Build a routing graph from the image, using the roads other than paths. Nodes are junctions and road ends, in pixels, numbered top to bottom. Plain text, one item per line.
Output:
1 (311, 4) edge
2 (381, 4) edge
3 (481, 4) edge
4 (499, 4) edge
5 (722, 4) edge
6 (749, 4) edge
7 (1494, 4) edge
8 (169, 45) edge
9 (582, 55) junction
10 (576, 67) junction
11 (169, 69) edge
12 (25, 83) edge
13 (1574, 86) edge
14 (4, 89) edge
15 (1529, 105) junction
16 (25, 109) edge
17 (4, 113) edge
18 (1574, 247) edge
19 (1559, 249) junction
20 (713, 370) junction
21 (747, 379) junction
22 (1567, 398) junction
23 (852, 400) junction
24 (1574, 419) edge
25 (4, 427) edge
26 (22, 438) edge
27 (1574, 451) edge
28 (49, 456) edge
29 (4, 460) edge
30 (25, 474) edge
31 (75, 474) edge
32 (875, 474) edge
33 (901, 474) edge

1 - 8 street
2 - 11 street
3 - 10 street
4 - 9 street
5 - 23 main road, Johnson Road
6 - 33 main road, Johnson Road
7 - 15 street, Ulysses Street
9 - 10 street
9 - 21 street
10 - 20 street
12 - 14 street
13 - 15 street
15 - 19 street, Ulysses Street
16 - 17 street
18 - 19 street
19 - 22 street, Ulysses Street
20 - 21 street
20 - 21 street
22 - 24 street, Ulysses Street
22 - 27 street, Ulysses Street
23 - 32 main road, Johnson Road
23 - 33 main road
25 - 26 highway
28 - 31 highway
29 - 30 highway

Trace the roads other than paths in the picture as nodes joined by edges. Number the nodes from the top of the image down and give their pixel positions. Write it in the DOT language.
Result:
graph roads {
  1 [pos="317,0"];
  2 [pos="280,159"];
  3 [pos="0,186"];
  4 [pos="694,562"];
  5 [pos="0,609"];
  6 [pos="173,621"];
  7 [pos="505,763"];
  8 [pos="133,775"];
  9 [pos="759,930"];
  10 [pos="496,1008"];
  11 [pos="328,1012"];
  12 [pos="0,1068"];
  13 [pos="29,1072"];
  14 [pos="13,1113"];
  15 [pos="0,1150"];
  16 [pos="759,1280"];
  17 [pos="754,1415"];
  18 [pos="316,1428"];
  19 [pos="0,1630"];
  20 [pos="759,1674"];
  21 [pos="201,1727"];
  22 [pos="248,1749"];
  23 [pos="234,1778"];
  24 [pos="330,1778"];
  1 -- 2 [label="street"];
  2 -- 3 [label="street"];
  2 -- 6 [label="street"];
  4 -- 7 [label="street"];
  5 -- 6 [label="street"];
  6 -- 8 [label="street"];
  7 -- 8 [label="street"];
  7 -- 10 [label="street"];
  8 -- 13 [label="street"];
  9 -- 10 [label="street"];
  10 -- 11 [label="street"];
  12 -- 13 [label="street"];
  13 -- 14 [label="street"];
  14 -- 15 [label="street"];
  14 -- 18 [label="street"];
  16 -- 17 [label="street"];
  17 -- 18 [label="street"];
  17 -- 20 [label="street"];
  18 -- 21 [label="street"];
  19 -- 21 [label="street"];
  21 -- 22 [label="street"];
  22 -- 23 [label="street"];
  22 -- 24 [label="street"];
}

§ What to work on:
Go through the material above and copy each line that holds the string "than".

§ Completed exercise:
Build a routing graph from the image, using the roads other than paths. Nodes are junctions and road ends, in pixels, numbered top to bottom. Plain text, one item per line.
Trace the roads other than paths in the picture as nodes joined by edges. Number the nodes from the top of the image down and give their pixel positions. Write it in the DOT language.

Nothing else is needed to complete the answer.